Binance Options to Force Enable Self-Trade Prevention (STP) for All Users on March 19, 2026

Binance announced it will mandatorily enable Self-Trade Prevention (STP) for all Binance Options users starting 14:00 (UTC+8) on March 19, 2026. The system update will begin at that time and is expected to take about one hour. STP will apply across Binance’s spot, margin, futures and options trading to prevent accidental self-trades by API users, protect market data integrity, ensure compliance, and reduce unnecessary fees. Orders that would cause self-matching will be automatically blocked. Binance Options’ default STP mode for all orders is set to "EXPIRE_MAKER." Three STP modes are available for users. The change is positioned as a risk-control and compliance measure with minimal user disruption, intended to preserve fair order books and lower incidental costs for traders.
Neutral
Mandatory STP is primarily a risk-management and compliance upgrade rather than a market-moving policy.

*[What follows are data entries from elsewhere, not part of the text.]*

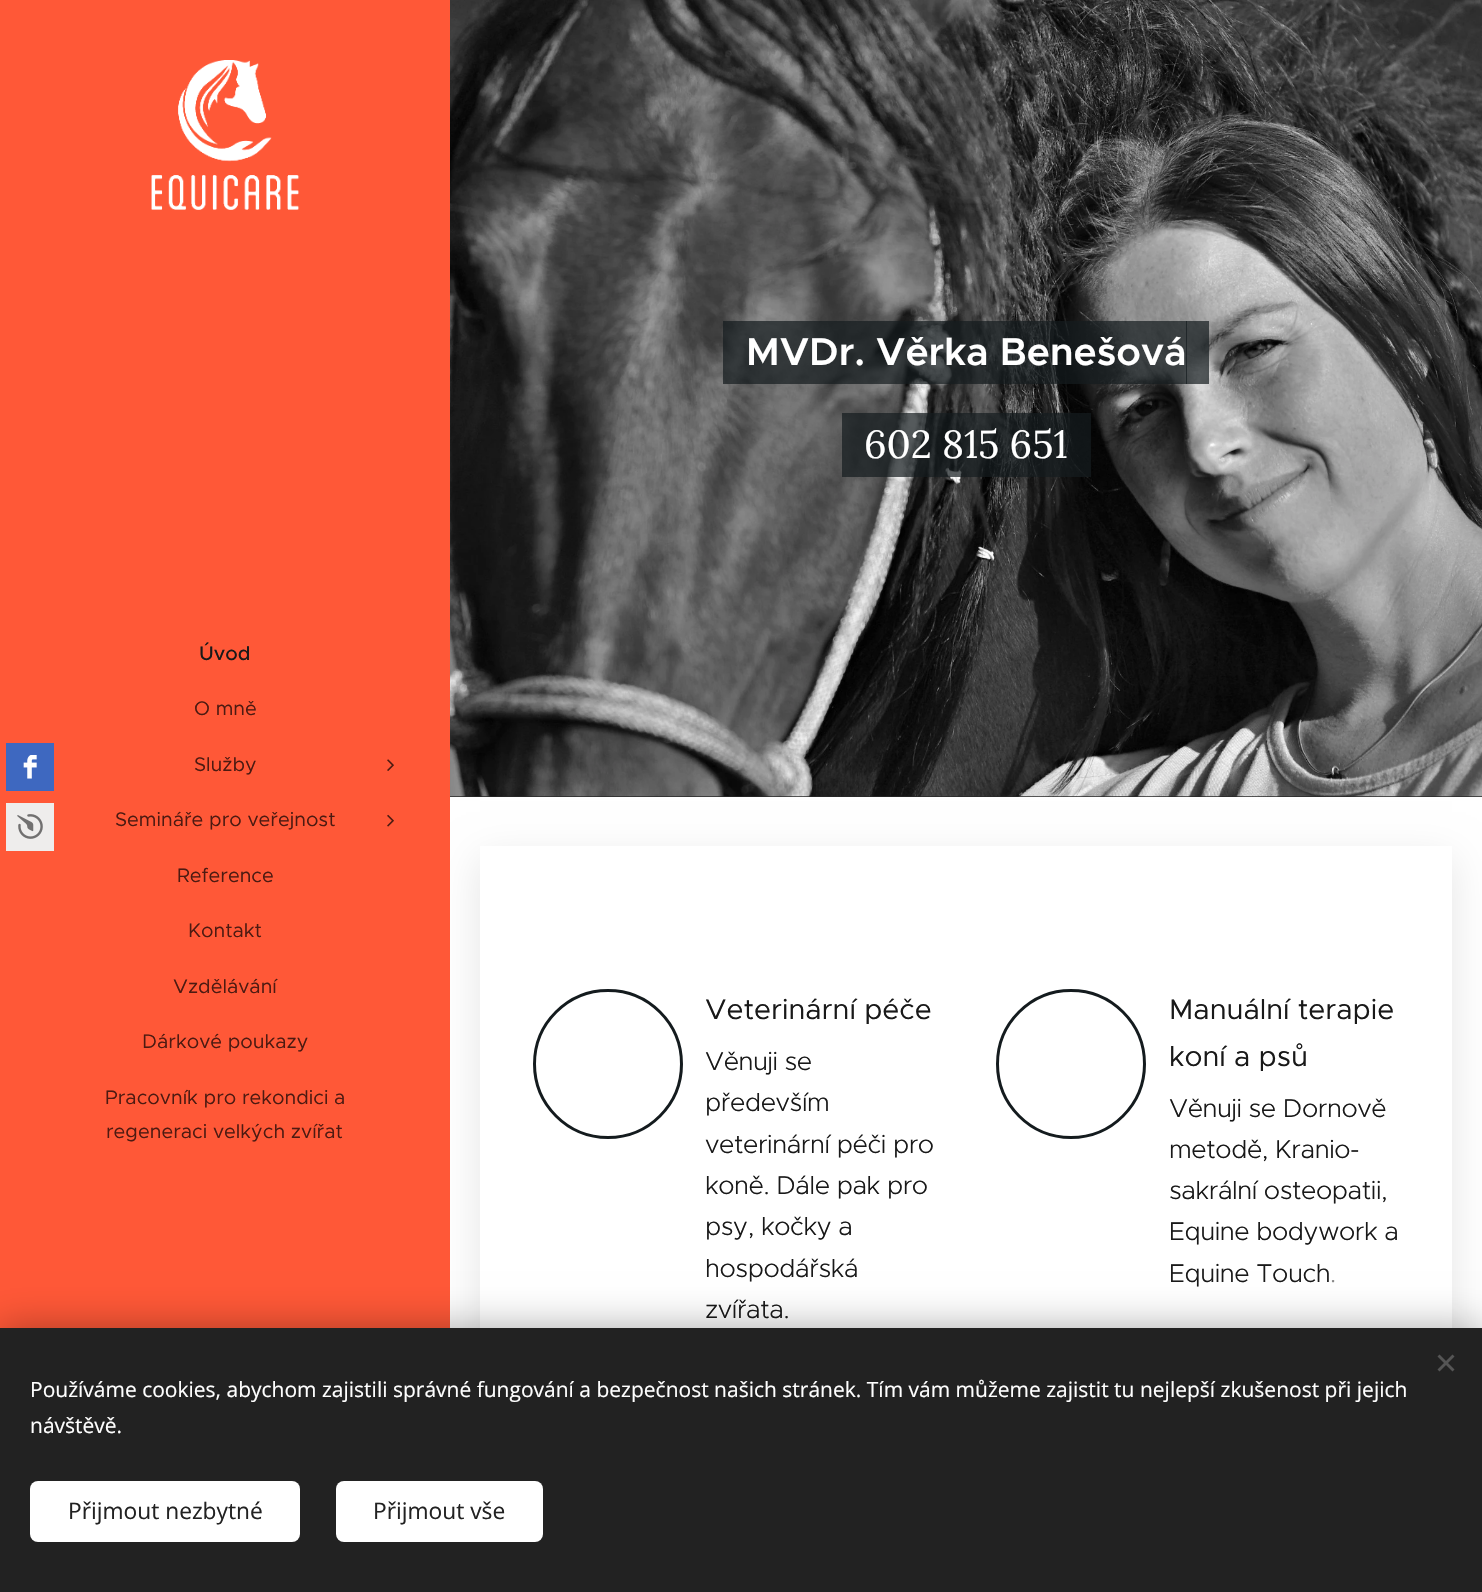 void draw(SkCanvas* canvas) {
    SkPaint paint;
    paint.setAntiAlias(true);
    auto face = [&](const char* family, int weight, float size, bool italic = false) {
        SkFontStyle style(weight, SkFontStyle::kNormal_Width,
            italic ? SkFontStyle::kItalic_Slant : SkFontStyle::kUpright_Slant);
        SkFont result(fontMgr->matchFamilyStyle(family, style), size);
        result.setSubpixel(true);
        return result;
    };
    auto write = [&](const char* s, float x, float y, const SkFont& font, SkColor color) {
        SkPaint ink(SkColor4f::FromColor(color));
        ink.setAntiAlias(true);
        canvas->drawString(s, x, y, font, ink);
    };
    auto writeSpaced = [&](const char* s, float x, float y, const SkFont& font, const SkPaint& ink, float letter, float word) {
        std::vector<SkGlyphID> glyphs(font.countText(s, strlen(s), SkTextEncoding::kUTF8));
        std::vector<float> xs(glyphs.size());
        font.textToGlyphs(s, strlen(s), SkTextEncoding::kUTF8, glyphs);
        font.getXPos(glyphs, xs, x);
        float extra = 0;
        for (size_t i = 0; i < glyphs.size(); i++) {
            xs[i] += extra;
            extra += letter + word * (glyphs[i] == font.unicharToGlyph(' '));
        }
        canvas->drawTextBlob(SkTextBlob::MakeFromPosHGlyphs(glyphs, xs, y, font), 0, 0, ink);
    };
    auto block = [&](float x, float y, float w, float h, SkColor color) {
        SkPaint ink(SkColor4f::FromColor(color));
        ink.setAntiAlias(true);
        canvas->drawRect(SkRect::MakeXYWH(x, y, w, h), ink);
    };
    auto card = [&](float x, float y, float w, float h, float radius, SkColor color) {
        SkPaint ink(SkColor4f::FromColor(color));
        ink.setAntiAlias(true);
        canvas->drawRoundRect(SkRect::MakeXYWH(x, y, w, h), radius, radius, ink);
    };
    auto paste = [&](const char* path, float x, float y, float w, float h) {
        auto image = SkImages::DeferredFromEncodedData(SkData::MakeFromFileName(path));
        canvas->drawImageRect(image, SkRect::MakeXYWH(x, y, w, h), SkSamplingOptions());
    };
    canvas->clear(SK_ColorWHITE);
    canvas->save();
    canvas->clipPath(SkPathBuilder(SkPathFillType::kEvenOdd).moveTo(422, 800).lineTo(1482, 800).lineTo(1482, 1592).lineTo(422, 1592).close().moveTo(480, 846).lineTo(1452, 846).lineTo(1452, 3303).lineTo(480, 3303).close().detach(), true);
    paint.setColor(SkColorSetARGB(26, 0, 0, 0));
    paint.setMaskFilter(SkMaskFilter::MakeBlur(kNormal_SkBlurStyle, 19));
    canvas->drawRect(SkRect::MakeXYWH(480, 858, 972, 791), paint);
    paint.setMaskFilter(nullptr);
    canvas->restore();
    block(0, 0, 450, 1328, SkColorSetRGB(255, 88, 55));
    block(6, 743, 48, 48, SkColorSetRGB(62, 104, 192));
    paste("pic1.png", 23, 755, 14, 24);
    block(6, 803, 48, 48, SkColorSetRGB(238, 237, 236));
    paste("pic7.png", 17, 814, 26, 25);
    paste("pic2.png", 17, 814, 26, 25);
    paste("pic3.png", 151, 60, 149, 150);
    auto kFont1 = face("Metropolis", 500, 19.75f);
    write("Úvod", 199, 660, kFont1, SkColorSetRGB(25, 25, 25));
    auto kFont2 = face("Metropolis", 400, 19.75f);
    write("O mně", 194, 715, kFont2, SkColorSetRGB(77, 26, 17));
    write("Služby", 194, 771, kFont2, SkColorSetRGB(77, 26, 17));
    paste("pic4.png", 387, 759, 7, 12);
    write("Semináře pro veřejnost", 115, 826, kFont2, SkColorSetRGB(77, 26, 17));
    paste("pic5.png", 387, 814, 7, 13);
    write("Reference", 177, 882, kFont2, SkColorSetRGB(77, 26, 17));
    write("Kontakt", 188, 937, kFont2, SkColorSetRGB(77, 26, 17));
    write("Vzdělávání", 173, 993, kFont2, SkColorSetRGB(77, 26, 17));
    write("Dárkové poukazy", 142, 1048, kFont2, SkColorSetRGB(77, 26, 17));
    write("Pracovník pro rekondici a", 105, 1104, kFont2, SkColorSetRGB(77, 26, 17));
    write("regeneraci velkých zvířat", 106, 1138, kFont2, SkColorSetRGB(77, 26, 17));
    block(450, 796, 1032, 1, SkColorSetRGB(39, 39, 39));
    paste("pic6.png", 450, 0, 1032, 797);
    block(1186, 321, 23, 63, SkColorSetARGB(179, 20, 27, 30));
    block(746, 321, 441, 63, SkColorSetARGB(179, 20, 27, 30));
    auto kFont3 = face("Metropolis", 600, 39);
    write("MVDr. Věrka Benešová", 746, 365, kFont3, SK_ColorWHITE);
    block(723, 321, 23, 63, SkColorSetARGB(179, 20, 27, 30));
    block(864, 413, 204, 64, SkColorSetARGB(179, 20, 27, 30));
    auto kFont4 = face("Lora", 400, 39);
    write("602 815 651", 864, 458, kFont4, SK_ColorWHITE);
    block(842, 413, 22, 64, SkColorSetARGB(179, 20, 27, 30));
    block(1068, 413, 23, 64, SkColorSetARGB(179, 20, 27, 30));
    paint.setStyle(SkPaint::kStroke_Style);
    paint.setStrokeWidth(3);
    paint.setColor(SkColorSetRGB(20, 27, 30));
    canvas->drawCircle(608, 1064, 73.5f, paint);
    auto kFont5 = face("Metropolis", 400, 28.5f);
    write("Veterinární péče", 705, 1019, kFont5, SkColorSetRGB(25, 25, 25));
    auto kFont6 = face("Metropolis", 300, 25.75f);
    paint.setStyle(SkPaint::kFill_Style);
    paint.setColor(SkColorSetRGB(25, 25, 25));
    writeSpaced("Věnuji se", 705, 1070, kFont6, paint, -0.4f, 0);
    writeSpaced("především", 705, 1111, kFont6, paint, -0.4f, 0);
    writeSpaced("veterinární péči pro", 705, 1153, kFont6, paint, -0.4f, 0);
    writeSpaced("koně. Dále pak pro", 705, 1194, kFont6, paint, -0.4f, 0);
    writeSpaced("psy, kočky a", 705, 1235, kFont6, paint, -0.4f, 0);
    writeSpaced("hospodářská", 705, 1277, kFont6, paint, -0.4f, 0);
    writeSpaced("zvířata.", 705, 1318, kFont6, paint, -0.4f, 0);
    paint.setStyle(SkPaint::kStroke_Style);
    paint.setColor(SkColorSetRGB(20, 27, 30));
    canvas->drawCircle(1071, 1064, 73.5f, paint);
    write("Manuální terapie", 1169, 1019, kFont5, SkColorSetRGB(25, 25, 25));
    write("koní a psů", 1169, 1066, kFont5, SkColorSetRGB(25, 25, 25));
    paint.setStyle(SkPaint::kFill_Style);
    paint.setColor(SkColorSetRGB(25, 25, 25));
    writeSpaced("Věnuji se Dornově", 1169, 1117, kFont6, paint, -0.4f, 0);
    writeSpaced("metodě, Kranio-", 1169, 1158, kFont6, paint, -0.4f, 0);
    writeSpaced("sakrální osteopatii,", 1169, 1199, kFont6, paint, -0.4f, 0);
    writeSpaced("Equine bodywork a", 1169, 1240, kFont6, paint, -0.4f, 0);
    writeSpaced("Equine Touch", 1169, 1282, kFont6, paint, -0.4f, 0);
    paint.setColor(SkColorSetRGB(136, 136, 136));
    writeSpaced(".", 1330, 1282, kFont6, paint, -0.4f, 0);
    paint.setColor(SkColorSetARGB(84, 0, 0, 0));
    paint.setMaskFilter(SkMaskFilter::MakeBlur(kNormal_SkBlurStyle, 19));
    canvas->drawRect(SkRect::MakeXYWH(0, 1328, 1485, 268), paint);
    paint.setMaskFilter(nullptr);
    block(0, 1328, 1482, 264, SkColorSetRGB(34, 34, 34));
    paint.setColor(SkColorSetRGB(85, 85, 85));
    canvas->drawPath(SkPathBuilder().moveTo(1437.5f, 1369.5f).lineTo(1452.5f, 1354.5f).lineTo(1454.5f, 1356.5f).lineTo(1439.5f, 1371.5f).close().detach(), paint);
    canvas->drawPath(SkPathBuilder().moveTo(1439.5f, 1354.5f).lineTo(1454.5f, 1369.5f).lineTo(1452.5f, 1371.5f).lineTo(1437.5f, 1356.5f).close().detach(), paint);
    auto kFont7 = face("Open Sans", 400, 21);
    write("Používáme cookies, abychom zajistili správné fungování a bezpečnost našich stránek. Tím vám můžeme zajistit tu nejlepší zkušenost při jejich", 30, 1397, kFont7, SK_ColorWHITE);
    write("návštěvě.", 30, 1433, kFont7, SK_ColorWHITE);
    card(30, 1481, 270, 61, 8, SK_ColorWHITE);
    auto kFont8 = face("Open Sans", 400, 22.75f);
    write("Přijmout nezbytné", 68, 1519, kFont8, SkColorSetRGB(34, 34, 34));
    card(336, 1481, 207, 61, 8, SK_ColorWHITE);
    write("Přijmout vše", 373, 1519, kFont8, SkColorSetRGB(34, 34, 34));
}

It reduces accidental self-trades and associated fees, which improves market data quality and order-book fairness. For traders, short-term effects are likely minimal: a brief maintenance window (≈1 hour) and potential order rejections if current order routing triggers STP rules. Algorithmic and API traders should review and adjust strategies to avoid unintentional self-matching, but no direct liquidity removal or fee change is announced. Historically, exchange-level prevention measures (e.g., order matching safeguards) have been neutral for price direction while improving market integrity; they can reduce nuisance executions and odd fills but do not create sustained buying or selling pressure. Over the longer term, better market data and fewer erroneous fills can marginally improve execution quality and confidence, which is constructive for institutional participation but not an immediate bullish catalyst.